More than 350 female domestic workers in Ho Chi Minh City, Binh Duong, Haiphong, and Danang received cash and training assistance with a total value of NZD$50,000 ($35,740) to overcome COVID-19 impacts.
|New Zealand Embassy and CARE provide financial support to female workers in the informal economy to bounce back better from COVID-19 |
The female workers, currently working with JupViec.vn, a technology company providing on-demand house cleaning services via a mobile phone app. The partnership between the New Zealand Embassy and CARE International in Vietnam supports workers in the informal economy to ease their financial stress and strengthen their resilience during the pandemic.
“This project demonstrates the strong partnership between New Zealand and Vietnam,” said New Zealand Chargé d’Affaires Joseph Mayhew. “This is a practical initiative to help ease the economic impacts of COVID-19 on Ho Chi Minh City, Binh Duong, Haiphong, and Danang migrant workers and their families, who are among the most economically vulnerable groups during the pandemic.”
Over the last year, the pandemic and the uncertain recovery prospects have aggravated the already precarious livelihoods of informal workers and put their coping mechanisms to the test. The cash assistance will help cover overdue rents, settle debt, attend to medical needs, and pay for children’s tuition, among other immediate financial stresses. In addition, the initiative provides workers with knowledge and skills in financial management to support their financial decision-making in uncertain times, and financial well-being in the longer term.

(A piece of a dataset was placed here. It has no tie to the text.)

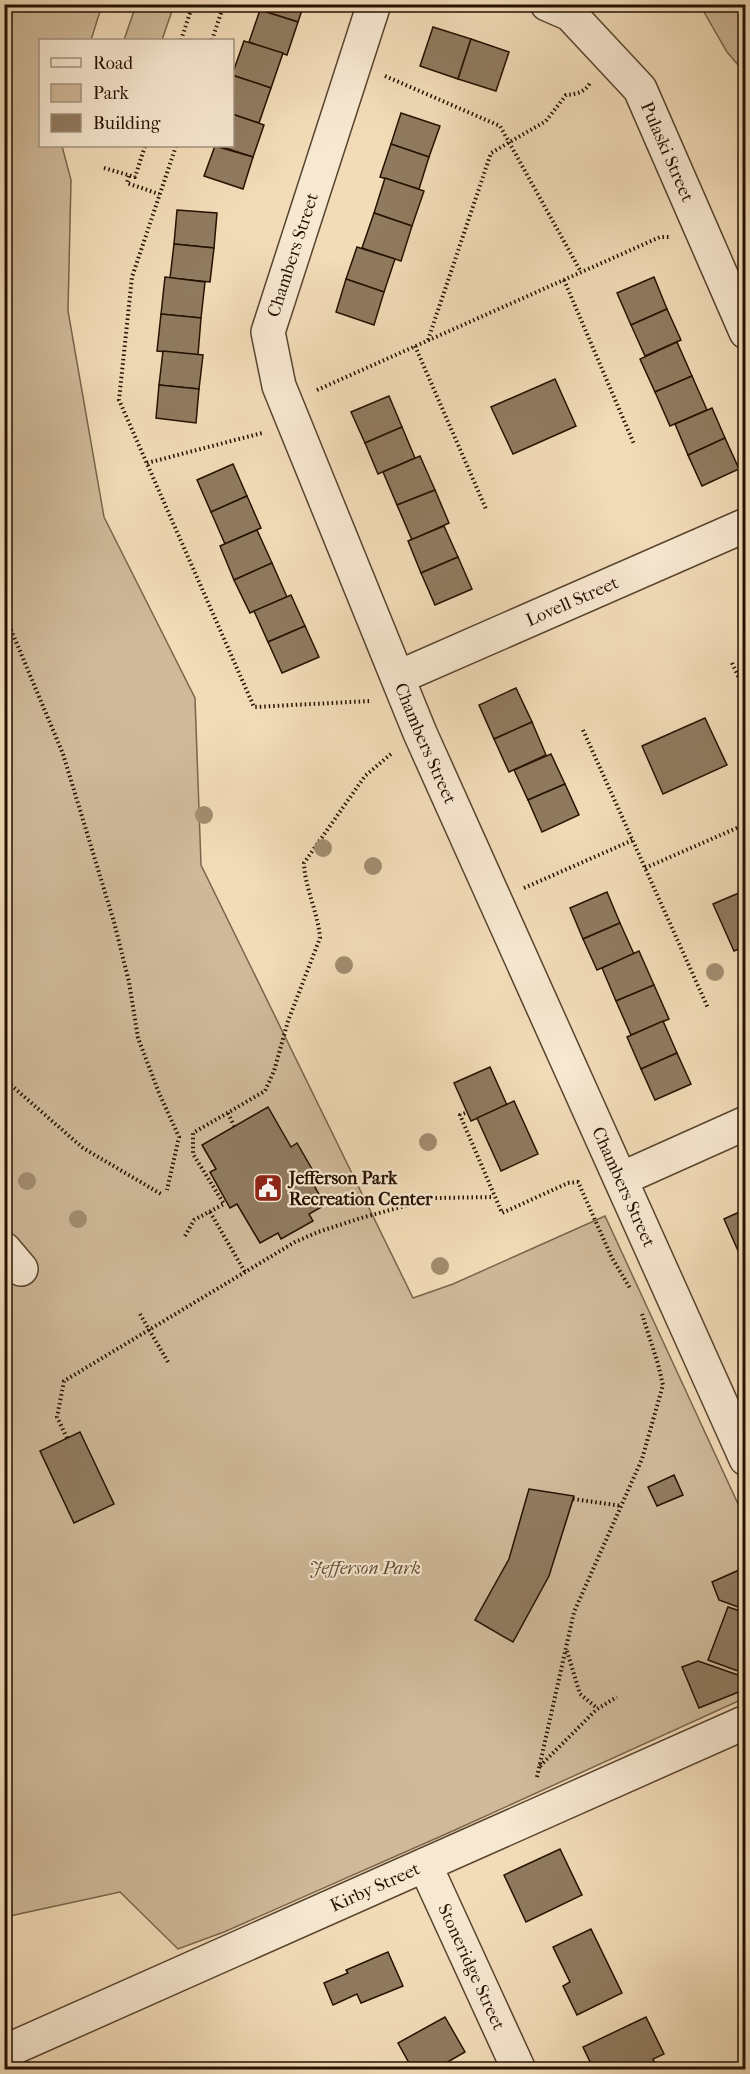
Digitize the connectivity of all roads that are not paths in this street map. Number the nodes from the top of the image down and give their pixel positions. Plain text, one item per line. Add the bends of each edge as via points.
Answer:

According to the United Nations Assessment of the socio-economic impact of COVID-19 in Vietnam has been uneven. Female-headed households of informal sector workers, together with ethnic minority households, showed the slowest rates of economic recovery. The General Statistics Office of Vietnam’s latest statistics have also revealed that although the labour market is starting to recover, it has not reached the pre-pandemic levels and the number of those in informal employment increased in 2020 after years of continuous decline, reaching 20.9 million workers in the last quarter of 2020.
“We believe that supporting female informal workers is supporting those among the hardest hit by the pandemic but also those at the forefront of economic recovery. Their resilience and micro-entrepreneurship are vital to a robust recovery that is inclusive and equitable,” said Le Kim Dung, country director, CARE International in Vietnam.
“2020 was an unprecedented year with COVID-19’s economic fallout permeating all layers of society, especially those with little to cushion the persistent shocks and disruptions. I thank the New Zealand Embassy and CARE for your timely and meaningful direct support to our workers, not only during the peak period but also during recovery. We believe that a healthy, skilled, and resilient workforce is vital to businesses such as ourselves and the local economy as we bolster efforts to pull through risks from COVID-19 resurgence and ensure a quick and strong recovery,” said Phan Hong Minh, CEO of JupViec.vn.
In 2020, Vietnam saw a 10-year record high unemployment rate of 2.48 per cent, up 0.31 per centage points against the previous year. Among the unemployed, 51.6 per cent were women.